What is Substra?

Substra is an open source federated learning (FL) software. It enables the training and validation of machine learning models on distributed datasets. It provides a flexible Python interface and a web app to run federated learning training at scale.

Substra is the most proven software for federated learning on healthcare data in real production environments. It has already been deployed and used by hospitals and biotech companies (see the MELLODDY project for instance). Substra can also be used on a single machine on a virtually splitted dataset to perform FL simulations and debug code before launching experiments on a real network.

Who owns Substra?

Substra was originally developed by Owkin and is now hosted by the Linux Foundation for AI and Data. Today Owkin is the main contributor to Substra.

What kinds of data does Substra support?

Substra can run tasks on any type of data: tabular data, images, videos, audio, time series, etc.

What kind of machine learning model can I use with Substra?

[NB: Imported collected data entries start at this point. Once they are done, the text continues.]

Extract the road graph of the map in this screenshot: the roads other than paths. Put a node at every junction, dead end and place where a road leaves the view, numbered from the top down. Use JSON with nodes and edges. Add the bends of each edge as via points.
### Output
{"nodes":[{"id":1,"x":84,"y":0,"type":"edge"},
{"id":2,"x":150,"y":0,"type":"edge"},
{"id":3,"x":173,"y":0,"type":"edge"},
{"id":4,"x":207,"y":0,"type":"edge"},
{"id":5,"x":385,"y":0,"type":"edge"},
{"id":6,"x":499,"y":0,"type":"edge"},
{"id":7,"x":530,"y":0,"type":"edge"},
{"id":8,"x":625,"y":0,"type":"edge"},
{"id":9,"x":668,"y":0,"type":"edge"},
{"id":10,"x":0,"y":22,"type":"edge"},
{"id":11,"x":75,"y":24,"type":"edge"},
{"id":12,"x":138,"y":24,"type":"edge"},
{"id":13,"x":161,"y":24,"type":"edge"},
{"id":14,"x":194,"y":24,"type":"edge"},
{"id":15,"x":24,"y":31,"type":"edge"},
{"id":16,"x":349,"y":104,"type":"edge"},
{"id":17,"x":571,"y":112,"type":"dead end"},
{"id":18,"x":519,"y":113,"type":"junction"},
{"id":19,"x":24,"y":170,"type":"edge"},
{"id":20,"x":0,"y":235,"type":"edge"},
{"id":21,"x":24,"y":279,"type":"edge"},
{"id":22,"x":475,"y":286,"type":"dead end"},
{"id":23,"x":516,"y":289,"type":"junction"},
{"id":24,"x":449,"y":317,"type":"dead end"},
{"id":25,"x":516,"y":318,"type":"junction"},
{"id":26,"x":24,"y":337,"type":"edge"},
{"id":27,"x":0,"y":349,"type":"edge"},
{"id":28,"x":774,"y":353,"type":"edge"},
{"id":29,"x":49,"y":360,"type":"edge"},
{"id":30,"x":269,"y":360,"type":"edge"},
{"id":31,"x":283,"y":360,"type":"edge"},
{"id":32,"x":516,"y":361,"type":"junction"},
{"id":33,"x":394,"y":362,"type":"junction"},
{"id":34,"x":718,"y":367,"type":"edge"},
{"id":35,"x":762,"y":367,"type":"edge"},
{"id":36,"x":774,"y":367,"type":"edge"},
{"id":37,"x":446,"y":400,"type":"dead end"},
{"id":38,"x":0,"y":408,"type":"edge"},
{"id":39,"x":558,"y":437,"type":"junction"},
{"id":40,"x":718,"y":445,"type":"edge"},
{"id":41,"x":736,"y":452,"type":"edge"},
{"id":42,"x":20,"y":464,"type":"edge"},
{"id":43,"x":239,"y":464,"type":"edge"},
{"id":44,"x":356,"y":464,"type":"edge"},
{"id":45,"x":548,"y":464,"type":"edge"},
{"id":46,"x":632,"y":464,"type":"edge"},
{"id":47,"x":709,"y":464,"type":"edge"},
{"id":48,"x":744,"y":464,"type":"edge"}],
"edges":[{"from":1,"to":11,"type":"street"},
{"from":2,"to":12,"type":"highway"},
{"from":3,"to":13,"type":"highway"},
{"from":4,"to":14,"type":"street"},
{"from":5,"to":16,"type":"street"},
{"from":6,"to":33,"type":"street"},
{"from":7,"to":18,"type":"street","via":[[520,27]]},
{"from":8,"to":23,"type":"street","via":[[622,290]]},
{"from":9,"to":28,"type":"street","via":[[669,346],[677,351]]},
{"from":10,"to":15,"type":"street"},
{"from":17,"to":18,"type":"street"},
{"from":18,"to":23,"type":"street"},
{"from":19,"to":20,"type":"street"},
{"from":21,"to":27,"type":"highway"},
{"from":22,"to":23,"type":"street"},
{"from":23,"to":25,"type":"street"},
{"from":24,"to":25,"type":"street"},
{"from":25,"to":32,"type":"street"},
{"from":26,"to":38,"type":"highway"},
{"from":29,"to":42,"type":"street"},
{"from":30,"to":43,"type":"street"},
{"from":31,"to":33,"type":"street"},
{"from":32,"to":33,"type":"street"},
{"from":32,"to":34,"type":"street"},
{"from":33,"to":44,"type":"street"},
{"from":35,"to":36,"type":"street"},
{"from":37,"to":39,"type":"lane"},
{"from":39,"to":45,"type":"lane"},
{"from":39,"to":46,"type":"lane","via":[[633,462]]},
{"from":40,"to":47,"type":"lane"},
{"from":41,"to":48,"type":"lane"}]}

Substra is fully compatible with machine learning models written in Python from any library (PyTorch, Tensorflow, Sklearn, etc). However, a specific interface has been developed to use PyTorch in Substra, which makes writing PyTorch code simpler than using other frameworks.

Is Substra limited to medical and biotech applications?

Substra has been designed to work especially well on healthcare use cases; however, as Substra can work on any kind of data with any Python libraries, Substra can be used for any computation on distributed data.

How can I be sure Substra is secure enough to be used with my private data?

Substra is regularly audited with rigorous security standards (both code source audit and penetration tests). On top of that, by design, private data are not shared between the different organizations and there is full traceability on which algorithms have been used on which data.